Report every line of the data that includes "bends".

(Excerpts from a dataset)

————————

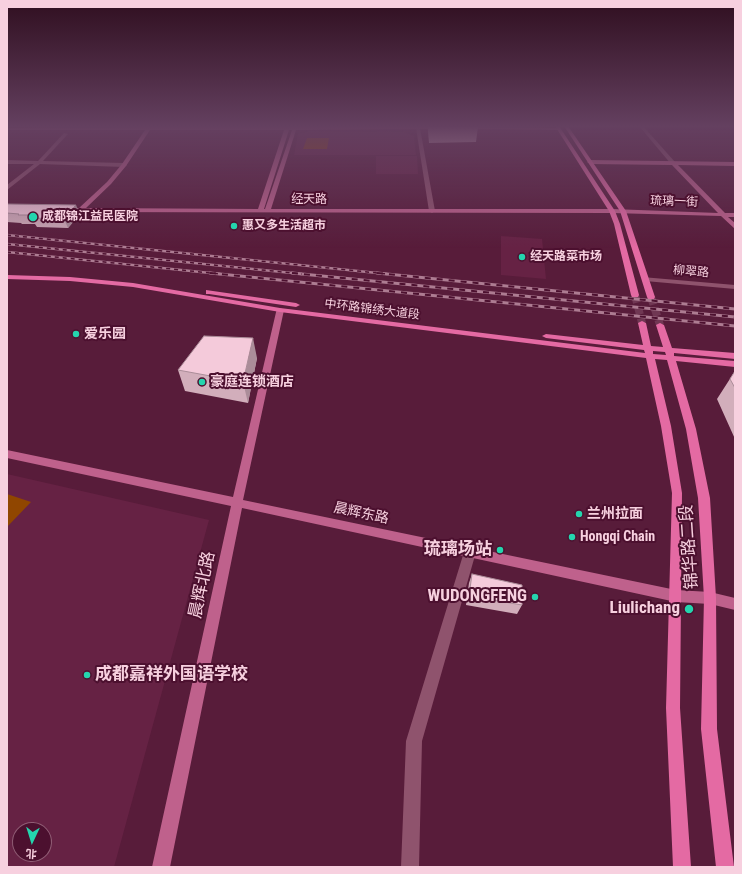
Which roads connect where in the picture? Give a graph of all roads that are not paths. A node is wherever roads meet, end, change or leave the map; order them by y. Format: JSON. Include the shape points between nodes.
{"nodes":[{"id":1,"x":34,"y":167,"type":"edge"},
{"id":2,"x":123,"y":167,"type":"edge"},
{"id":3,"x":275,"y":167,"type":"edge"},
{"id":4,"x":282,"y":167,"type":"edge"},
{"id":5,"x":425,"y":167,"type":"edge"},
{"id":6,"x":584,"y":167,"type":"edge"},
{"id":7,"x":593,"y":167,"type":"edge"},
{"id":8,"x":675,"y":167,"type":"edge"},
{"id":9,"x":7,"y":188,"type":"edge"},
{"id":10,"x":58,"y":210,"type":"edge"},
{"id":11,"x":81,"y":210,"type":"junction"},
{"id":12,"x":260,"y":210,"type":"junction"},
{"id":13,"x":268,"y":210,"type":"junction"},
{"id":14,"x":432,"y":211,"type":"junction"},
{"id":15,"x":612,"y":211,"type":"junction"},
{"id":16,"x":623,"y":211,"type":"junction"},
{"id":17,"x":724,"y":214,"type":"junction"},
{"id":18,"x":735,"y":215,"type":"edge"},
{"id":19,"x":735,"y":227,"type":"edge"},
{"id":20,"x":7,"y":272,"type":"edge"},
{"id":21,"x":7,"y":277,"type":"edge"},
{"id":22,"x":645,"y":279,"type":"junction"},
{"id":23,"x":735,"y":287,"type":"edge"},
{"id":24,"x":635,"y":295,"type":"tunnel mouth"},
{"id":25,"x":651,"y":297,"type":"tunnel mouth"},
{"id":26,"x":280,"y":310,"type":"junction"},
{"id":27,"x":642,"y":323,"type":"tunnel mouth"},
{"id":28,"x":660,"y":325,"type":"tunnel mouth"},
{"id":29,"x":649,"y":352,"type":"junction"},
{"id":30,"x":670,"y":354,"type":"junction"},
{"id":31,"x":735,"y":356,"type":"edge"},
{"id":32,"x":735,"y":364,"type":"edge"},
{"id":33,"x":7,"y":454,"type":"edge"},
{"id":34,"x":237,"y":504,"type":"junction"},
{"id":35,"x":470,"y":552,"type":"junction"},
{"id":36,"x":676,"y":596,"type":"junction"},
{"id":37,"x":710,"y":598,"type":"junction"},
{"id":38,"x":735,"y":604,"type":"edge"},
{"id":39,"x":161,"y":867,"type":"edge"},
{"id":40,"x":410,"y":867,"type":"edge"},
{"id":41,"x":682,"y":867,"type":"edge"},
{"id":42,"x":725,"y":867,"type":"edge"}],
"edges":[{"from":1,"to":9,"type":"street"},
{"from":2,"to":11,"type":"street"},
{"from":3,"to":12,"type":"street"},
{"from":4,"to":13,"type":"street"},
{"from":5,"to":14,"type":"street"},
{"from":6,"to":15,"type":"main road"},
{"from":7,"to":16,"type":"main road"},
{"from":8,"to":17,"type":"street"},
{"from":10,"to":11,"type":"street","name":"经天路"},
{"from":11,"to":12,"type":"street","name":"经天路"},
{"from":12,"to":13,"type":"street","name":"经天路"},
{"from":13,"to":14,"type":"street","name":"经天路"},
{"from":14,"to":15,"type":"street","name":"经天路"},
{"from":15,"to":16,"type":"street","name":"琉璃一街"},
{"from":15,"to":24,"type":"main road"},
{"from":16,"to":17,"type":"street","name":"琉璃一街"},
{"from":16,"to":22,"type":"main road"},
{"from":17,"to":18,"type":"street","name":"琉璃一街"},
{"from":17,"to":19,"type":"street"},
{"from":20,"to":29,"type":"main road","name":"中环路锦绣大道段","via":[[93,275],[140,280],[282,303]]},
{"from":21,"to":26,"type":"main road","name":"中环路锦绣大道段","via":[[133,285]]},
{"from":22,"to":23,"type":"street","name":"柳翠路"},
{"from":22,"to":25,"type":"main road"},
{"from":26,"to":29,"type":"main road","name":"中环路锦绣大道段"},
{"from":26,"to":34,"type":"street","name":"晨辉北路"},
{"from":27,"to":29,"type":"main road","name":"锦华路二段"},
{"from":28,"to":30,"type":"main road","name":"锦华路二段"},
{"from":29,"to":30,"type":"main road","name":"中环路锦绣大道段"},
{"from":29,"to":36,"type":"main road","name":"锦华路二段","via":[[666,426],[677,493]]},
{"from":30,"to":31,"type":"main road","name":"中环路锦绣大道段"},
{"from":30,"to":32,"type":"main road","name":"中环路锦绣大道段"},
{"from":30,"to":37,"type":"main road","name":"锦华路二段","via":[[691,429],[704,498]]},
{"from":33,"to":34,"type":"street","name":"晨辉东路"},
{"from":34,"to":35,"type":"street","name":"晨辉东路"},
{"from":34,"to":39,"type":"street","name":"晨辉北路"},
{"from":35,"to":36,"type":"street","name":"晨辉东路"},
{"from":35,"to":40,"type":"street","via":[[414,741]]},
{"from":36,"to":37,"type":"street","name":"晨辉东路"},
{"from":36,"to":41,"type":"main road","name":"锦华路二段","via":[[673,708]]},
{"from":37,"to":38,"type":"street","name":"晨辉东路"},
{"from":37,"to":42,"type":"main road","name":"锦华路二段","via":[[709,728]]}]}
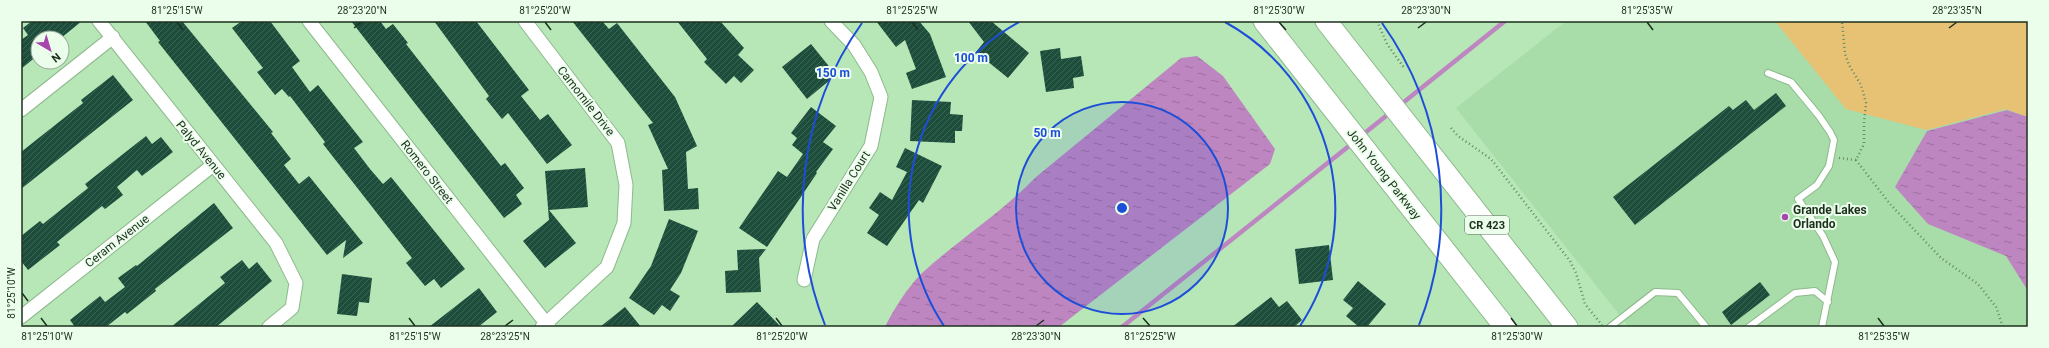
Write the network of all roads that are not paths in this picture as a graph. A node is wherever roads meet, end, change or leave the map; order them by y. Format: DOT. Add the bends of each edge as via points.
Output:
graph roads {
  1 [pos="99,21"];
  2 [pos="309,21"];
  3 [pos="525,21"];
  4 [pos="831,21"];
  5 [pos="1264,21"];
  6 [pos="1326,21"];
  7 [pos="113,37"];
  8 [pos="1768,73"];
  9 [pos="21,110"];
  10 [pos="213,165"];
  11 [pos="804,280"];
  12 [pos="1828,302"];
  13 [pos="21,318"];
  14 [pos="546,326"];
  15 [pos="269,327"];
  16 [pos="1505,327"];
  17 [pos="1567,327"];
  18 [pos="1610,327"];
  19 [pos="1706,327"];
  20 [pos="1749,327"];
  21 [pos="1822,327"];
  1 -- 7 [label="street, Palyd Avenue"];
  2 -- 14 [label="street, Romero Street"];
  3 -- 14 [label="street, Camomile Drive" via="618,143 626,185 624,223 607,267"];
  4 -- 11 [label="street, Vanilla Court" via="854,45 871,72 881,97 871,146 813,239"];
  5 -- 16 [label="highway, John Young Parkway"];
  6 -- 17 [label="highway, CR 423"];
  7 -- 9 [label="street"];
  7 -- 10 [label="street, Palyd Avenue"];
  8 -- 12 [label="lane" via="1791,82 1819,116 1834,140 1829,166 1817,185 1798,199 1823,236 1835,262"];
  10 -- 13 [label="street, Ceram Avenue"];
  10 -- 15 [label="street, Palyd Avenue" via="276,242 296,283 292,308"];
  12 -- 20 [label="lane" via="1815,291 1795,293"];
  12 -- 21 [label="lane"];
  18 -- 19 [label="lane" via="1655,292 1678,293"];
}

————————

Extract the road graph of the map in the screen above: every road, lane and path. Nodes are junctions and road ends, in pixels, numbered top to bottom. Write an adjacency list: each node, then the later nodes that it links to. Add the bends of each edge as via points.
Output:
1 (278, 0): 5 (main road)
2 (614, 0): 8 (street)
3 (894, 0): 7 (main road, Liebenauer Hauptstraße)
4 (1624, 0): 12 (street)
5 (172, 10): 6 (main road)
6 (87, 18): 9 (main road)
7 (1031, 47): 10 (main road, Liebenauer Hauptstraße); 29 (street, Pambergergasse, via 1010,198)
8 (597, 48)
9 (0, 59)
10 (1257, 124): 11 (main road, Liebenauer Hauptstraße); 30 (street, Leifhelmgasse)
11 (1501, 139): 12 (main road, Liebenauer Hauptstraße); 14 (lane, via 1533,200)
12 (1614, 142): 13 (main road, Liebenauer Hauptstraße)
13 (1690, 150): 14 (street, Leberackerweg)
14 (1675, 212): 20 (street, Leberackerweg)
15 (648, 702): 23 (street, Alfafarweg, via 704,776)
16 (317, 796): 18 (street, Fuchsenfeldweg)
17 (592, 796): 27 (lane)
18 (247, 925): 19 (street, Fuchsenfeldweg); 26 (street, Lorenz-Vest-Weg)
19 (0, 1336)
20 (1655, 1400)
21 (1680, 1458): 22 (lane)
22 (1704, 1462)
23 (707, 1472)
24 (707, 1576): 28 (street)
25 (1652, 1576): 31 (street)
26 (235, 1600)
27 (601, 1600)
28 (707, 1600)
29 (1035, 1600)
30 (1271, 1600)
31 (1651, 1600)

————————

:: Response to this exercise ::
Write the network of all roads that are not paths in this picture as a graph. A node is wherever roads meet, end, change or leave the map; order them by y. Format: DOT. Add the bends of each edge as via points.
Extract the road graph of the map in the screen above: every road, lane and path. Nodes are junctions and road ends, in pixels, numbered top to bottom. Write an adjacency list: each node, then the later nodes that it links to. Add the bends of each edge as via points.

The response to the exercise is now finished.